BEGIN DATA FOR THIS EXERCISE
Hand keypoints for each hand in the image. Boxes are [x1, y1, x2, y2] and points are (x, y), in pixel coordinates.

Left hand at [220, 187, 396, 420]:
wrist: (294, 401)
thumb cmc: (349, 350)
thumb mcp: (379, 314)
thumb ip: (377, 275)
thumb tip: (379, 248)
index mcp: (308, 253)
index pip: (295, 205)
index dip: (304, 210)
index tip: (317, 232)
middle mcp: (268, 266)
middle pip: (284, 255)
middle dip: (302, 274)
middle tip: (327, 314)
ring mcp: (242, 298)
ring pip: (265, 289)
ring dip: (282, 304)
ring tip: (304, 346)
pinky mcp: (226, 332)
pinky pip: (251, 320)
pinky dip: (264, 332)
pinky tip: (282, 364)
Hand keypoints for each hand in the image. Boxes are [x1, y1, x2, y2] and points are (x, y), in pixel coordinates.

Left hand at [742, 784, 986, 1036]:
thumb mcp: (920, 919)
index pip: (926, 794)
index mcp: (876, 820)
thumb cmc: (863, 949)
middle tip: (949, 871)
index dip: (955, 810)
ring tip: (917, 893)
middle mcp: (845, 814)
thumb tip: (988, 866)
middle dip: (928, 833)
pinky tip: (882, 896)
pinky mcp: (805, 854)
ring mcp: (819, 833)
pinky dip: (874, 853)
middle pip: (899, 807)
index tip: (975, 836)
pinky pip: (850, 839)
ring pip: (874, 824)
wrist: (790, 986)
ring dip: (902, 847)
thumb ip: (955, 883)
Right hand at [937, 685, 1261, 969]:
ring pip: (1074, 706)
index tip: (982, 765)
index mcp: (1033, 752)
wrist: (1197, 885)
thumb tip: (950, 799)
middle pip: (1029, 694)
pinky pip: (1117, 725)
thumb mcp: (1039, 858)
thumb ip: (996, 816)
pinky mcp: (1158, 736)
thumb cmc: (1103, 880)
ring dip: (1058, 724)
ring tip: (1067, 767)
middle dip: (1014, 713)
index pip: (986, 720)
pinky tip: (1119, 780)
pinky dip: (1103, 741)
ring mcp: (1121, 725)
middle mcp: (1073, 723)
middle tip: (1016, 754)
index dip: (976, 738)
END DATA FOR THIS EXERCISE
_EXERCISE OBJECTIVE:_ Every line from the one that has "thumb cmc: (863, 949)" down to the last line above must be written out exactly, with both ends included and nothing else.

_OUTPUT FOR THIS TASK:_
thumb cmc: (863, 949)
middle tip: (949, 871)
index dip: (955, 810)
ring tip: (917, 893)
middle mcp: (845, 814)
thumb tip: (988, 866)
middle dip: (928, 833)
pinky tip: (882, 896)
pinky mcp: (805, 854)
ring mcp: (819, 833)
pinky dip: (874, 853)
middle pip: (899, 807)
index tip: (975, 836)
pinky pip: (850, 839)
ring pip: (874, 824)
wrist: (790, 986)
ring dip: (902, 847)
thumb ip: (955, 883)
Right hand at [937, 685, 1261, 969]:
ring pip: (1074, 706)
index tip: (982, 765)
index mcp: (1033, 752)
wrist: (1197, 885)
thumb tip: (950, 799)
middle pip: (1029, 694)
pinky pip: (1117, 725)
thumb mcp: (1039, 858)
thumb ip: (996, 816)
pinky mcp: (1158, 736)
thumb cmc: (1103, 880)
ring dip: (1058, 724)
ring tip: (1067, 767)
middle dip: (1014, 713)
index pip: (986, 720)
pinky tip: (1119, 780)
pinky dip: (1103, 741)
ring mcp: (1121, 725)
middle mcp: (1073, 723)
middle tip: (1016, 754)
index dip: (976, 738)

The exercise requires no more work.